1989 Kaprielian Hall and the Hedco Neuroscience Building open. 1990 Hughes Aircraft Engineering Center opens; Center for Photonic Technology becomes the National Center for Photonic Technology. 1991 The Center for Advanced Transportation Technology is established.
1992 The USC Photonics Center becomes the DARPA-funded National Center for Integrated Photonics Technology. The W. M. Keck Photonics Research Laboratory opens; its clean room is the largest and best-equipped in academia ... A pilot program to retrain aerospace engineers in environmental engineering begins. 1993 The USC Center for Software Engineering is founded by Barry Boehm. 1994 Professor Leonard Adleman demonstrates that the genetic substance DNA can be used as a computing medium. 1995 The Center for Composite Materials is established. 1996 Amid intense competition, USC engineering wins a $12.4 million NSF grant creating the Integrated Media Systems Center, the national center for research and education in multimedia ... Ultrawideband Radio Laboratory is founded to research sophisticated wireless communication technologies. 1997 USC’s Photonics Center wins a competition for $20.7 million in funding from DARPA ... USC Engineering Technology Transfer Center opens ... US. News & World Report ranks USC engineering No. 11 in the country. 1998 Alfred E. Mann announces a gift of $112.5 million to USC for a new insitute allied to the Department of Biomedical Engineering. 1999 The U.S. Army chooses USC as the site of a $45 million Institute for Creative Technologies. The presence of IMSC and ISI are key factors in the decision ... NSF funds the Digital Government Research Center at USC Engineering and Columbia University ... Lewis Johnson creates the USC Center for Advanced Research in Technology for Education.
2000 Gerald Loeb invents the BION, a miniature muscle stimulator ... The Jon Postel Center for Experimental Networking is established at ISI ... The Department of Aerospace and Mechanical Engineering lauches a program in astronautics (space technology and rocketry) ... NSF renews IMSC’s funding.
2001 C.L. Max Nikias is named dean ... Merwyn Gill gives $7 million to Center for Composite Materials ... Optical Materials and Devices Laboratory created by Armand Tanguay ... Center for Grid Technologies founded by computer scientist Carl Kesselman. His Globus Toolkit, adopted by IBM, Microsoft and others, is the standard for Grid computing on the next-generation Internet.

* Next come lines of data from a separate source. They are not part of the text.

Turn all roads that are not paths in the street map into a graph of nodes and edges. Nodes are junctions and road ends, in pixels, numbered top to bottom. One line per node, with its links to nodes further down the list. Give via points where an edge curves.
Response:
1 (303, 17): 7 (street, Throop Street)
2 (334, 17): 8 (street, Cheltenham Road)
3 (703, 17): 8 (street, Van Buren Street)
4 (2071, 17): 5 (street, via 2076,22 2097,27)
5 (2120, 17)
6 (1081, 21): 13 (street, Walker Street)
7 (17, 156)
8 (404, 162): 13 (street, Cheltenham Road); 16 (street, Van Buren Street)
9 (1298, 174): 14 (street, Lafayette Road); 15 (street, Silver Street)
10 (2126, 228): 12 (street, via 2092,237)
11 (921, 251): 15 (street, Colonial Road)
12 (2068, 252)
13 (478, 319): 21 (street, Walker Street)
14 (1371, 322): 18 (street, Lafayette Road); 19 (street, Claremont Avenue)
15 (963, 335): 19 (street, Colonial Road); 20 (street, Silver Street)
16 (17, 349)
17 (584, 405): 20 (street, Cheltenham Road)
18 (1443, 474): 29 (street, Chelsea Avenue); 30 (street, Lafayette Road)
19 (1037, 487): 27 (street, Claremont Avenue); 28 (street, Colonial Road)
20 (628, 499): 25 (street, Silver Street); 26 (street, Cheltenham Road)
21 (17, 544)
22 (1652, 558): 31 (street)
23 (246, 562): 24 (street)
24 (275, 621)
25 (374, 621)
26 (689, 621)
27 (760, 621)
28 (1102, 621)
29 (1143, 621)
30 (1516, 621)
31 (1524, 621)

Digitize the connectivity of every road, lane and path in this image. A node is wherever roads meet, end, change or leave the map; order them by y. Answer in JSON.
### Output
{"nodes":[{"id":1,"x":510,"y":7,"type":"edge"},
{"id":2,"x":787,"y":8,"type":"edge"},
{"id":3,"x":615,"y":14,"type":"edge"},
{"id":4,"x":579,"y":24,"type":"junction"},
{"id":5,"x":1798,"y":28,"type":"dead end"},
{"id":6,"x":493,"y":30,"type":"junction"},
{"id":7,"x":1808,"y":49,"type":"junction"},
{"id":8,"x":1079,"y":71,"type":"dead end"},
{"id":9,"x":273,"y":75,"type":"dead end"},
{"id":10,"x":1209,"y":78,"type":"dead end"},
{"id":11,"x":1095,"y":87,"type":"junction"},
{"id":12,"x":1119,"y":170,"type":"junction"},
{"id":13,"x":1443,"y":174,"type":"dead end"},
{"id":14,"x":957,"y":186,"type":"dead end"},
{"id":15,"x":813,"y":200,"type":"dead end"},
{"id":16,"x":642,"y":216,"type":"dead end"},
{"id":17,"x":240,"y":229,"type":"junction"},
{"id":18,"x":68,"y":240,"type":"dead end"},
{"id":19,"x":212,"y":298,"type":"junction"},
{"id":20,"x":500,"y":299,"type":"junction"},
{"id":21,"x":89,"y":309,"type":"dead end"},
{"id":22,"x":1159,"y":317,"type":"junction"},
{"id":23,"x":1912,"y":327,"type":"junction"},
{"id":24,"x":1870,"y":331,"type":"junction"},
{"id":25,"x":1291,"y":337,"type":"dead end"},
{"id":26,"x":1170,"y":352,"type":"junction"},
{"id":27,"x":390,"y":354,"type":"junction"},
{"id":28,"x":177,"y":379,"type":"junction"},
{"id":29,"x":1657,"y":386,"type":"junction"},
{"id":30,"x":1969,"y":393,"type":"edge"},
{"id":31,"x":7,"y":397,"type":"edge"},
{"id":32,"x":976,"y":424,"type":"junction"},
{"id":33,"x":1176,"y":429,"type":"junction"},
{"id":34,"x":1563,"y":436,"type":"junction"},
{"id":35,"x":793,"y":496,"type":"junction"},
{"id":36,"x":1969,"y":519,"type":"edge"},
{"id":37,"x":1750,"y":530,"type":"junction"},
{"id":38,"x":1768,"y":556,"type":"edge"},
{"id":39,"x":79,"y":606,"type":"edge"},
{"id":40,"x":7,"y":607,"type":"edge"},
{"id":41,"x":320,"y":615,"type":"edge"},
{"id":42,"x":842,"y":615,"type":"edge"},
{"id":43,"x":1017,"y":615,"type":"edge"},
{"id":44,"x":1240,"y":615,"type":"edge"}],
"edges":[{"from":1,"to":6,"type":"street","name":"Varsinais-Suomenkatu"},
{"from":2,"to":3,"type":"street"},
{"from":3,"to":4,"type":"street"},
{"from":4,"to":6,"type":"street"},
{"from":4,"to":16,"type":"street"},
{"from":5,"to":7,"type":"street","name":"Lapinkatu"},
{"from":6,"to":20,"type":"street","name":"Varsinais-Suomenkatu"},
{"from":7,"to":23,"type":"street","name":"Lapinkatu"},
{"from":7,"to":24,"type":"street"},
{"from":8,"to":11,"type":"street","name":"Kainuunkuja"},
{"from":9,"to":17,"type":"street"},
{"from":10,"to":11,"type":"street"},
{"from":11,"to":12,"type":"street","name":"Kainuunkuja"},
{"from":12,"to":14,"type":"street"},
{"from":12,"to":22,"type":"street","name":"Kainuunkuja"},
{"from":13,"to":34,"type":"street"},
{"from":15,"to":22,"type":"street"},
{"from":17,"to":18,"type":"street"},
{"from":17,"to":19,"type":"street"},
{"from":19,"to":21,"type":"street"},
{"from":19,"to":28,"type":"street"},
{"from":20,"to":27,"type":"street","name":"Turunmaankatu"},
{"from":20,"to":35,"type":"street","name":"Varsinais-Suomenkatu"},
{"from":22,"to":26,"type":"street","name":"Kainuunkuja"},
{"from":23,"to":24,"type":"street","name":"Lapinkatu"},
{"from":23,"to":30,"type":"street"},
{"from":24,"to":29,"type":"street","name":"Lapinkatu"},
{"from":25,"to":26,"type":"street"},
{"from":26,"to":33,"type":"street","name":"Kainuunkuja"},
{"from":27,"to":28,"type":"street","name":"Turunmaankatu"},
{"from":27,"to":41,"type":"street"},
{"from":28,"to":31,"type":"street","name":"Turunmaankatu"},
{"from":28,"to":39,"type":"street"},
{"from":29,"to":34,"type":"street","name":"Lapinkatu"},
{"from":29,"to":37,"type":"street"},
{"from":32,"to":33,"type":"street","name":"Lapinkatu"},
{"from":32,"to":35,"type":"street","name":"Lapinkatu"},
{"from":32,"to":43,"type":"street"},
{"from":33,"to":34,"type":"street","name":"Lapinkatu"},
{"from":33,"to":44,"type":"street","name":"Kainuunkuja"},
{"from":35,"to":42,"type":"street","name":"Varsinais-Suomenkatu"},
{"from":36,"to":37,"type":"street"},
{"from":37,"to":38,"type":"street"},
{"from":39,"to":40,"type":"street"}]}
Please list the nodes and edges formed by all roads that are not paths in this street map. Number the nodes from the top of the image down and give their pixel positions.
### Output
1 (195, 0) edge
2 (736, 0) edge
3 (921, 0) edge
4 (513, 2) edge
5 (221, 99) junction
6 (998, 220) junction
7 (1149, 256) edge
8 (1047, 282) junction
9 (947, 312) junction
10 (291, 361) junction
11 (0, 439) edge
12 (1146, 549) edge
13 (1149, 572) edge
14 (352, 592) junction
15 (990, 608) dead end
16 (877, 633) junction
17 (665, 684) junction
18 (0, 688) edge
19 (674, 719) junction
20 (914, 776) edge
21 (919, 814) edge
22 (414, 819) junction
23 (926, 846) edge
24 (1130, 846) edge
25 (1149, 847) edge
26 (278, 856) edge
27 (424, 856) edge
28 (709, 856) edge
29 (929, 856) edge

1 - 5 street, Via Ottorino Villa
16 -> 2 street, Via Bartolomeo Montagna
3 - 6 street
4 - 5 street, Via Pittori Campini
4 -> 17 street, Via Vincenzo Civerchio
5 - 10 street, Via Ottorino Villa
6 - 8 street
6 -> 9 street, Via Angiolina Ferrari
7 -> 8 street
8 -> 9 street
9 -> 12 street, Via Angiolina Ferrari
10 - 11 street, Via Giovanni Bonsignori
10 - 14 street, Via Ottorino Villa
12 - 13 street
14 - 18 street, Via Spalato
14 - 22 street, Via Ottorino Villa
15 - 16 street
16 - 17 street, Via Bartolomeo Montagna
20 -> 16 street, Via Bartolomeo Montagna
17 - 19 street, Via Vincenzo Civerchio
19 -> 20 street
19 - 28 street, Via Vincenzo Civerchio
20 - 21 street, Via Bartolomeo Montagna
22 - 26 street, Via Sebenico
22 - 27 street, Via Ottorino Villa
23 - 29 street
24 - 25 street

2002 ITV morphs into the Internet- based Distance Education Network ... Center for Robotics and Embedded Systems and Center for Computer Systems Security are established ... Daniel Epstein gives $10 million to the Department of Industrial and Systems Engineering ... Pratt & Whitney Institute for Collaborative Engineering established at USC and Korea’s Inha University.
2003 US. News & World Report ranks USC engineering No. 8 for the second year in a row ... Center for Interactive Smart Oilfield Technology opens ... USC bests 78 other schools to win a $17 million grant for its second NSF-funded ERC, the Biomimetic MicroElectronic Systems center. Its mission, jointly with USC's Keck School of Medicine, is to build microdevices replacing damaged parts of the human body.